Data excerpts
|---|

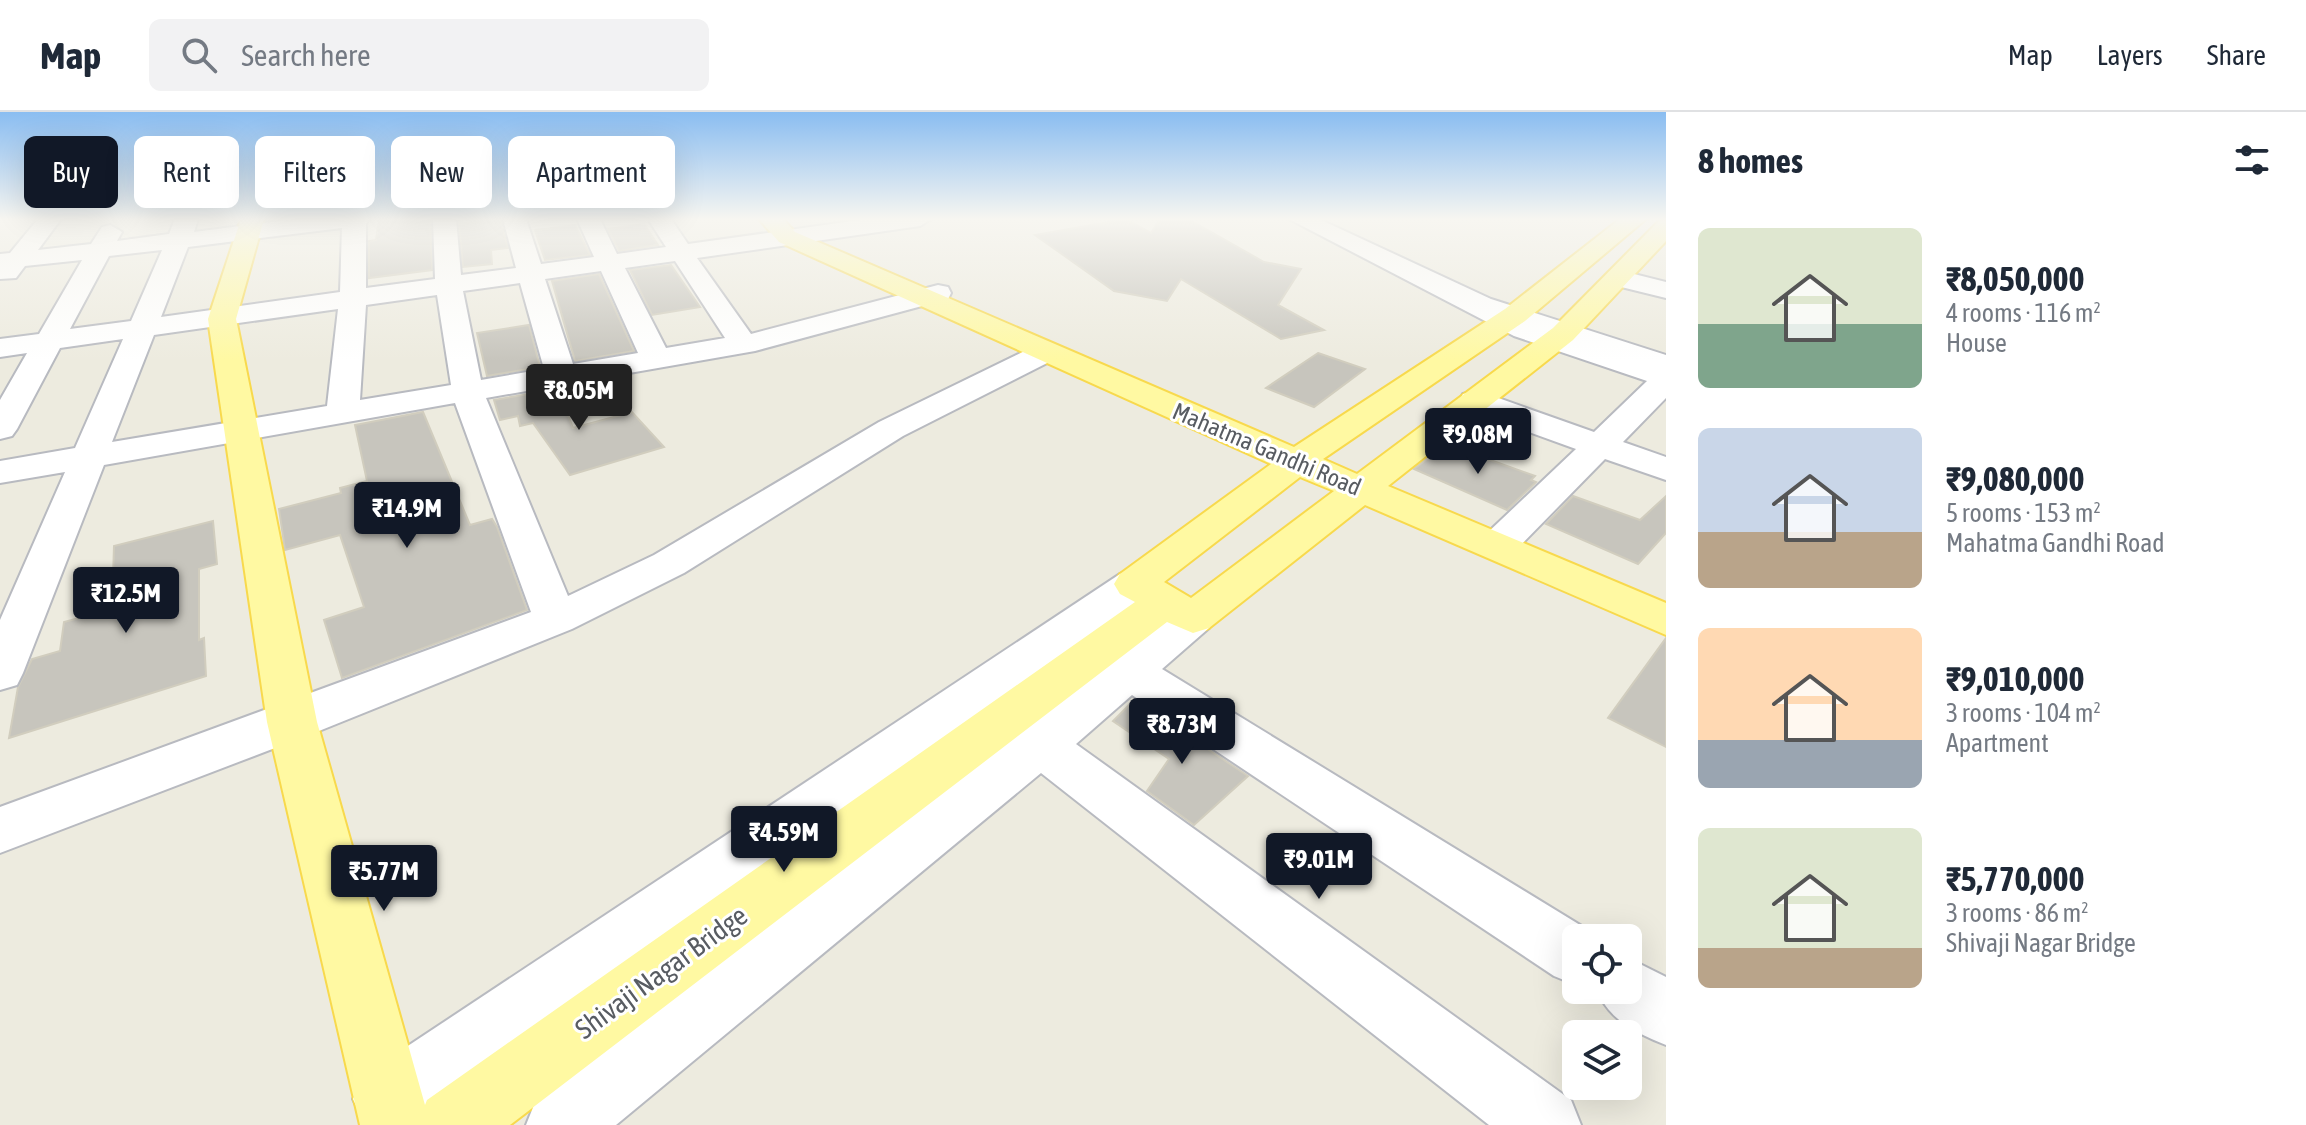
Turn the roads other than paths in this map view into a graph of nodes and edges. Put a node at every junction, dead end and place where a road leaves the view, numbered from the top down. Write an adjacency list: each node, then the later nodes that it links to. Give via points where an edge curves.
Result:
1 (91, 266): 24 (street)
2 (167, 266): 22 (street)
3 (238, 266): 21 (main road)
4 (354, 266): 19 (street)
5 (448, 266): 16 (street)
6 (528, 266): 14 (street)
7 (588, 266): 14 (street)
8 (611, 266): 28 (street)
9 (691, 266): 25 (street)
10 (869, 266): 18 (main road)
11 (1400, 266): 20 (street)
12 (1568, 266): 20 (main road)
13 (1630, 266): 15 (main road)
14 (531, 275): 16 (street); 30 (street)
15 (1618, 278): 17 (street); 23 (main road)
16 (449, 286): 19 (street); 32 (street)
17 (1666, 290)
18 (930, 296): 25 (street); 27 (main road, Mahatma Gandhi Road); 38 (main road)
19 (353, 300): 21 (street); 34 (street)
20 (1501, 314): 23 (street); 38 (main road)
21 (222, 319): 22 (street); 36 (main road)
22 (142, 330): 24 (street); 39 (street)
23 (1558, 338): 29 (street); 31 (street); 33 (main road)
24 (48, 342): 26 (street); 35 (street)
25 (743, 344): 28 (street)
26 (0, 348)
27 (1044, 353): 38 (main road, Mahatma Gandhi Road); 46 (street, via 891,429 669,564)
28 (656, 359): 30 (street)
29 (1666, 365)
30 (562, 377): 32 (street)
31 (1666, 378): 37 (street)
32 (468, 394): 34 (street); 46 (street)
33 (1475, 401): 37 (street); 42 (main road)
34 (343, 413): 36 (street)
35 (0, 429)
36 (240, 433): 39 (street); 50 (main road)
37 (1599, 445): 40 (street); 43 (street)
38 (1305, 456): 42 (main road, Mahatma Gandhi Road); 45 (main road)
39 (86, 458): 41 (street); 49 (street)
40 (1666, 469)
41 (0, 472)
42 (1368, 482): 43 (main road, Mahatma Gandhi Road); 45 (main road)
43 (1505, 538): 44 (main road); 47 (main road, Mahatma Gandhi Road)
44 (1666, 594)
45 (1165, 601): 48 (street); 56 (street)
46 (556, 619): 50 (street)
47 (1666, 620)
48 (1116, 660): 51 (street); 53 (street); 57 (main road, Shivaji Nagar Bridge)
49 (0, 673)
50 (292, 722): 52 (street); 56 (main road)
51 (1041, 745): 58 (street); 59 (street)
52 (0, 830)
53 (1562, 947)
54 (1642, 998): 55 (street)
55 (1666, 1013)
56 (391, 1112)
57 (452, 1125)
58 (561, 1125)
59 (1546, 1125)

|---|

* _WORK INSTRUCTIONS_
Exclude every picture and copy the remaining data exactly.

* _OUTPUT_
Turn the roads other than paths in this map view into a graph of nodes and edges. Put a node at every junction, dead end and place where a road leaves the view, numbered from the top down. Write an adjacency list: each node, then the later nodes that it links to. Give via points where an edge curves.
Result:
1 (91, 266): 24 (street)
2 (167, 266): 22 (street)
3 (238, 266): 21 (main road)
4 (354, 266): 19 (street)
5 (448, 266): 16 (street)
6 (528, 266): 14 (street)
7 (588, 266): 14 (street)
8 (611, 266): 28 (street)
9 (691, 266): 25 (street)
10 (869, 266): 18 (main road)
11 (1400, 266): 20 (street)
12 (1568, 266): 20 (main road)
13 (1630, 266): 15 (main road)
14 (531, 275): 16 (street); 30 (street)
15 (1618, 278): 17 (street); 23 (main road)
16 (449, 286): 19 (street); 32 (street)
17 (1666, 290)
18 (930, 296): 25 (street); 27 (main road, Mahatma Gandhi Road); 38 (main road)
19 (353, 300): 21 (street); 34 (street)
20 (1501, 314): 23 (street); 38 (main road)
21 (222, 319): 22 (street); 36 (main road)
22 (142, 330): 24 (street); 39 (street)
23 (1558, 338): 29 (street); 31 (street); 33 (main road)
24 (48, 342): 26 (street); 35 (street)
25 (743, 344): 28 (street)
26 (0, 348)
27 (1044, 353): 38 (main road, Mahatma Gandhi Road); 46 (street, via 891,429 669,564)
28 (656, 359): 30 (street)
29 (1666, 365)
30 (562, 377): 32 (street)
31 (1666, 378): 37 (street)
32 (468, 394): 34 (street); 46 (street)
33 (1475, 401): 37 (street); 42 (main road)
34 (343, 413): 36 (street)
35 (0, 429)
36 (240, 433): 39 (street); 50 (main road)
37 (1599, 445): 40 (street); 43 (street)
38 (1305, 456): 42 (main road, Mahatma Gandhi Road); 45 (main road)
39 (86, 458): 41 (street); 49 (street)
40 (1666, 469)
41 (0, 472)
42 (1368, 482): 43 (main road, Mahatma Gandhi Road); 45 (main road)
43 (1505, 538): 44 (main road); 47 (main road, Mahatma Gandhi Road)
44 (1666, 594)
45 (1165, 601): 48 (street); 56 (street)
46 (556, 619): 50 (street)
47 (1666, 620)
48 (1116, 660): 51 (street); 53 (street); 57 (main road, Shivaji Nagar Bridge)
49 (0, 673)
50 (292, 722): 52 (street); 56 (main road)
51 (1041, 745): 58 (street); 59 (street)
52 (0, 830)
53 (1562, 947)
54 (1642, 998): 55 (street)
55 (1666, 1013)
56 (391, 1112)
57 (452, 1125)
58 (561, 1125)
59 (1546, 1125)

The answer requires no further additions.